---- Exercise inputs

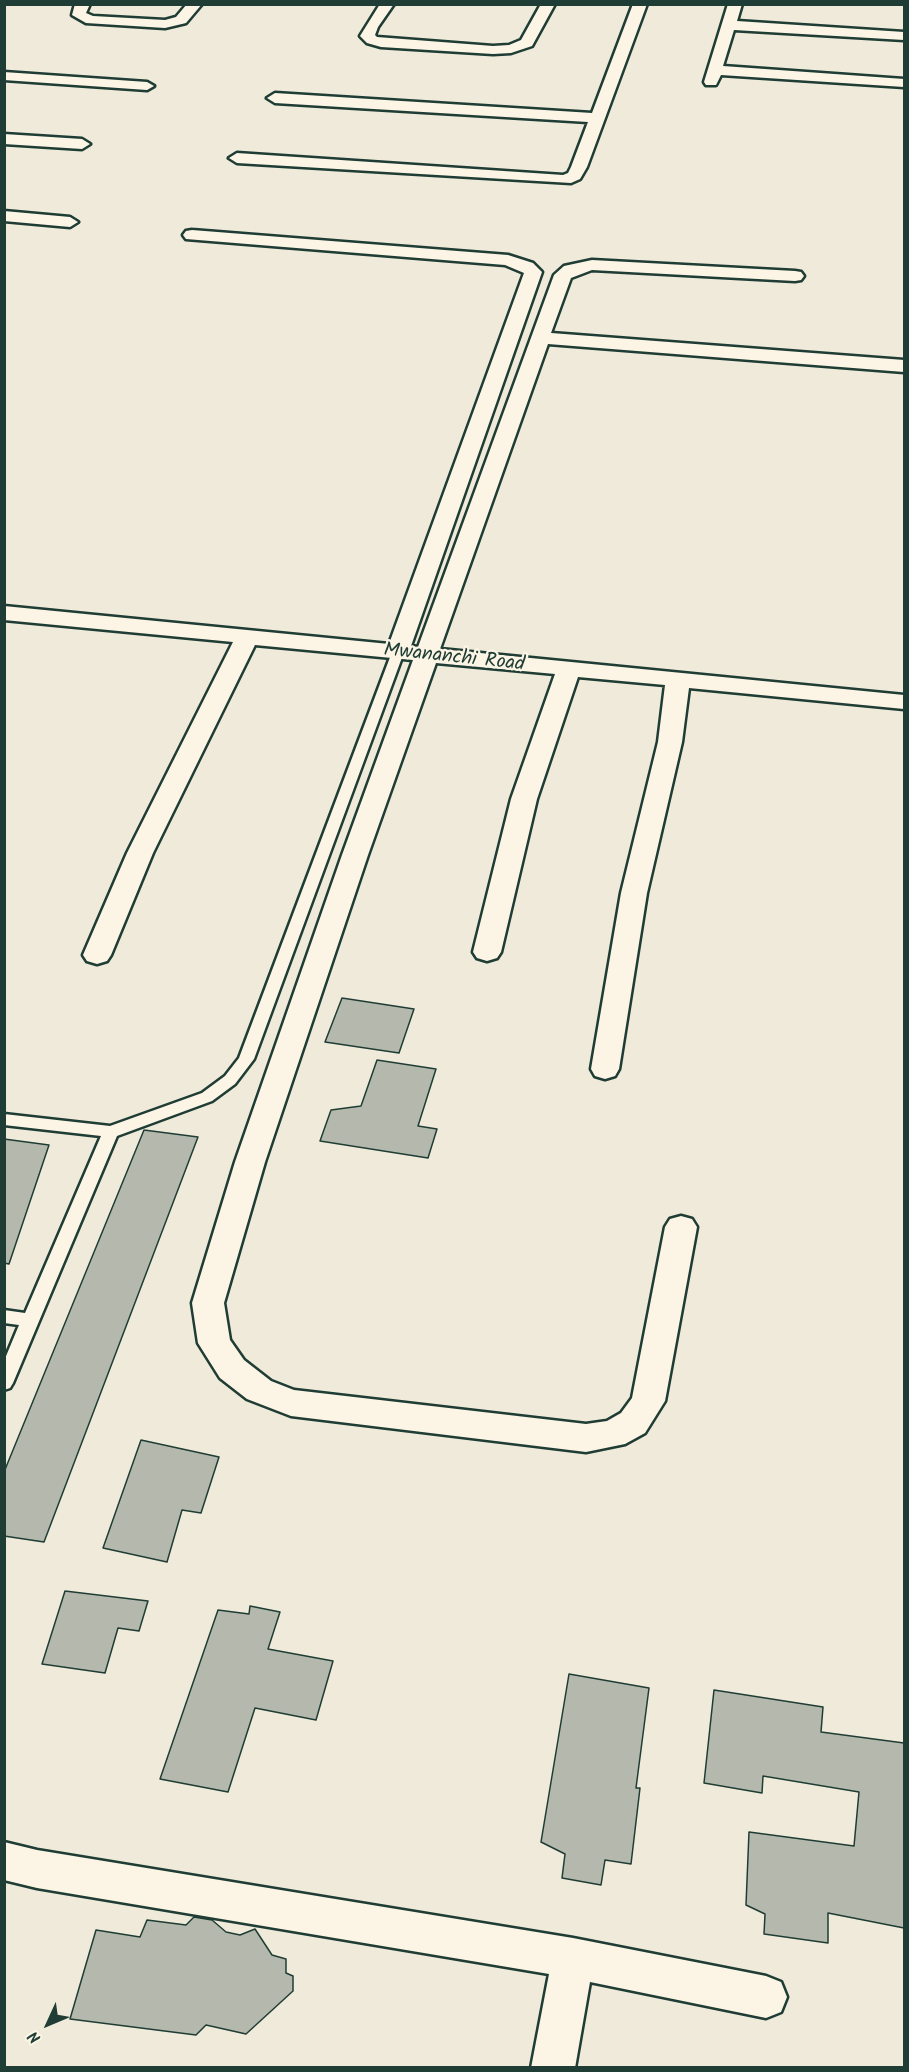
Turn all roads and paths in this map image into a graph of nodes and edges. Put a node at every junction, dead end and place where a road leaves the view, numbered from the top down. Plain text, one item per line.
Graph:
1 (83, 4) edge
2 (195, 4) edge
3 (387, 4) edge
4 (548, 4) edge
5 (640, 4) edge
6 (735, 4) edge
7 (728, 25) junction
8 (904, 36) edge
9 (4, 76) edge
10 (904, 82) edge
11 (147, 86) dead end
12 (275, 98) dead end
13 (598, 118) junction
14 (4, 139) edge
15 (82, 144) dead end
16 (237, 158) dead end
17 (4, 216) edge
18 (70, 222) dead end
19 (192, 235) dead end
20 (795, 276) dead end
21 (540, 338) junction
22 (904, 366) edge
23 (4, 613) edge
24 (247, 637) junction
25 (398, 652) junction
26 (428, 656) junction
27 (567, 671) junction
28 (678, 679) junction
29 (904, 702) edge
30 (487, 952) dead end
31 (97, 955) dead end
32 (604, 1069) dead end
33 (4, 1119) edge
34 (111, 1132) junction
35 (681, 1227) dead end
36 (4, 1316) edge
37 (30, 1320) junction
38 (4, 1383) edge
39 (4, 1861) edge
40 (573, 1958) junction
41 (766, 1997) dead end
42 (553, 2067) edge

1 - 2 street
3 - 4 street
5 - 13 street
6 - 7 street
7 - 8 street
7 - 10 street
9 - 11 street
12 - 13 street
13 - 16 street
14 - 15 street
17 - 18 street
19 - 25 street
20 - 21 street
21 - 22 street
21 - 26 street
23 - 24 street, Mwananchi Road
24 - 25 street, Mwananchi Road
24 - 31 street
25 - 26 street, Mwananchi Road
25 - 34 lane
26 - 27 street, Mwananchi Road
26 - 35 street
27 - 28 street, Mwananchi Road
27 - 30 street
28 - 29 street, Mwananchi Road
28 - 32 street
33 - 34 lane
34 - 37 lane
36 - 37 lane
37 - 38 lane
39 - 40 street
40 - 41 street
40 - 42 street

--------
---- Exercise inputs

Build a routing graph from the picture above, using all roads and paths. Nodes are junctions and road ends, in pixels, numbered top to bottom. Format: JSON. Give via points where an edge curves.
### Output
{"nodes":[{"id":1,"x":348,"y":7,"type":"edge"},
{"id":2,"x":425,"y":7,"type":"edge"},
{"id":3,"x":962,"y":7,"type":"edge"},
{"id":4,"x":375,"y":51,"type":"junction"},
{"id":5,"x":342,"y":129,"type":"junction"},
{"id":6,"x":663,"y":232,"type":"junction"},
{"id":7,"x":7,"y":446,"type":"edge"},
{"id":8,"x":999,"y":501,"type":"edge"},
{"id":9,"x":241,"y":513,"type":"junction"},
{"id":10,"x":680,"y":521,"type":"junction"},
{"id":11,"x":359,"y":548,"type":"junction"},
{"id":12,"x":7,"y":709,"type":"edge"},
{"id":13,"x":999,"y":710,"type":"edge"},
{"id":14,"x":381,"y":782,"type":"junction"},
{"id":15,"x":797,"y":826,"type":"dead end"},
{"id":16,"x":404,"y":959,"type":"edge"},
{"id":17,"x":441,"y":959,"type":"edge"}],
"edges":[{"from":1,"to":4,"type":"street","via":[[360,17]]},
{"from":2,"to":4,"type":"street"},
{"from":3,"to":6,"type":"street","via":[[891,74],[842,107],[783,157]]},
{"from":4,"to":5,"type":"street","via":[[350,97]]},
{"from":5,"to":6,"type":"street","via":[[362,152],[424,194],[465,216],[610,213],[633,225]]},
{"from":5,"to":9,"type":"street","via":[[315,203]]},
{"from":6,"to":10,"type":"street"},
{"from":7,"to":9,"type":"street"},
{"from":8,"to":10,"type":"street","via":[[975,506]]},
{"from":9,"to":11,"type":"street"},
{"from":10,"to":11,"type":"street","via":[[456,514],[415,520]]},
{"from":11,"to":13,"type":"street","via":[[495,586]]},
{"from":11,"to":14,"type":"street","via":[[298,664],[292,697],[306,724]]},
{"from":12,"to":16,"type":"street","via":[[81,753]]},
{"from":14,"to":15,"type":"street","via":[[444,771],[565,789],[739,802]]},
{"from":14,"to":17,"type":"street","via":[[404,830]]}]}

--------

Instructions for the task
Copy out each line of the listing where the string "lane" appears.

Result for this task
25 - 34 lane
33 - 34 lane
34 - 37 lane
36 - 37 lane
37 - 38 lane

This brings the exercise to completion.